What you should do:
Copy every line from the data below in which the string "Бийская" can be found.

Segment Start: Material for this task

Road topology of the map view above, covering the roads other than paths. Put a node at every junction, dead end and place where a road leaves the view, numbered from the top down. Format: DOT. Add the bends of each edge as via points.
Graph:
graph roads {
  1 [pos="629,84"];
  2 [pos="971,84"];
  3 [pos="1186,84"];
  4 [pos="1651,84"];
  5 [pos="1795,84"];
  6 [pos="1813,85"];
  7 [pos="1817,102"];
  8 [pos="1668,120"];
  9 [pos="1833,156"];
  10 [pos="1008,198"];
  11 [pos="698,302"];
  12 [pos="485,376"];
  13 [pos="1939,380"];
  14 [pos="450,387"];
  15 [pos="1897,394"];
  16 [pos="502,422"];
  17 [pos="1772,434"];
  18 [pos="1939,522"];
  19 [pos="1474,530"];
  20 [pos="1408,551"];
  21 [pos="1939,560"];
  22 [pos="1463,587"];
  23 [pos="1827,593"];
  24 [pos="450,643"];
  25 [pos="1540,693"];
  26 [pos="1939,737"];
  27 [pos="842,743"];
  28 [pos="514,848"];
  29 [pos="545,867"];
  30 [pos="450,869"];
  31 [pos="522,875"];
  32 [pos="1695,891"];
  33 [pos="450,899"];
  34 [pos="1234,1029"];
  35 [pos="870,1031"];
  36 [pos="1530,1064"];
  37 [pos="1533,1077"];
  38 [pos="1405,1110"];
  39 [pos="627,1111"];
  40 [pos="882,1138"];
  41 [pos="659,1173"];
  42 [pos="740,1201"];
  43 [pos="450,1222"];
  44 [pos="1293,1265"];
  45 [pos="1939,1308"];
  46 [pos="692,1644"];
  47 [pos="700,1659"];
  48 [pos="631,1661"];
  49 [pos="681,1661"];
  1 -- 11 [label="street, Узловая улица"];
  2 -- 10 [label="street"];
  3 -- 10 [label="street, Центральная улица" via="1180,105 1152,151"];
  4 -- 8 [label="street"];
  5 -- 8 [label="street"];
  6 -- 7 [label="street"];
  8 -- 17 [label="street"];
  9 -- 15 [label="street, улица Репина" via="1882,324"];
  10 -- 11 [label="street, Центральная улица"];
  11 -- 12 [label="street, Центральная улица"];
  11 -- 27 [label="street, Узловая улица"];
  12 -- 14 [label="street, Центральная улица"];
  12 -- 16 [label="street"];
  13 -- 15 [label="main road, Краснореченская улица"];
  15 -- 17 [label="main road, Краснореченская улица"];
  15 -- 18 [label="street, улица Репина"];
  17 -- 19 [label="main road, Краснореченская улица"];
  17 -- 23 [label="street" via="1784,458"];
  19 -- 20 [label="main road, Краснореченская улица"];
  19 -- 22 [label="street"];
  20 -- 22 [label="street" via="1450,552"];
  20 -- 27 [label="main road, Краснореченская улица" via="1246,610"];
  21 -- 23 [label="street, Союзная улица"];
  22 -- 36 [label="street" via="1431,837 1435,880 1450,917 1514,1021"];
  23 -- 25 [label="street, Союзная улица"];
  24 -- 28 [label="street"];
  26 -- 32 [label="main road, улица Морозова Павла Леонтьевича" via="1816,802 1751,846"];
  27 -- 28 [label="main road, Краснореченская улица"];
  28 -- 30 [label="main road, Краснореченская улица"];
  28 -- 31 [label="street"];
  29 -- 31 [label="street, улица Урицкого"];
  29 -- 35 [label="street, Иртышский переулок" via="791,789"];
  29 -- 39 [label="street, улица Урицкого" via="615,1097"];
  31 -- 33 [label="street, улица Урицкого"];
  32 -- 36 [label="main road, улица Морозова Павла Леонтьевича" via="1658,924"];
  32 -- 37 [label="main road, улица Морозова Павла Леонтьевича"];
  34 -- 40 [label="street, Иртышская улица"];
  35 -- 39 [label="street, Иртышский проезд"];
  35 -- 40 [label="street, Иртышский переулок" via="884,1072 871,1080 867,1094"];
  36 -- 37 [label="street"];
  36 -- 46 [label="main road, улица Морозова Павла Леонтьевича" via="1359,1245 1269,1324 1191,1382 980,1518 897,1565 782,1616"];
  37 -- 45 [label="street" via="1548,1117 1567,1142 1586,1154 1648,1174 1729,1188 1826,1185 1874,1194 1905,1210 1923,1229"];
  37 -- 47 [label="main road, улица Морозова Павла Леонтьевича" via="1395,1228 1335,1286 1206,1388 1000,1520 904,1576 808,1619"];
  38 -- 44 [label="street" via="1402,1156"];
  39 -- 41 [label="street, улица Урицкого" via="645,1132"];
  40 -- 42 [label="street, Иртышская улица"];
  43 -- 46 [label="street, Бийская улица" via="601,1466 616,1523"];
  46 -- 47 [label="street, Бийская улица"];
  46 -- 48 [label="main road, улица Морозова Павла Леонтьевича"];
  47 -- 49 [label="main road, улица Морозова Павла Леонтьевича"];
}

Segment End: Material for this task

Written solution:
  43 -- 46 [label="street, Бийская улица" via="601,1466 616,1523"];
  46 -- 47 [label="street, Бийская улица"];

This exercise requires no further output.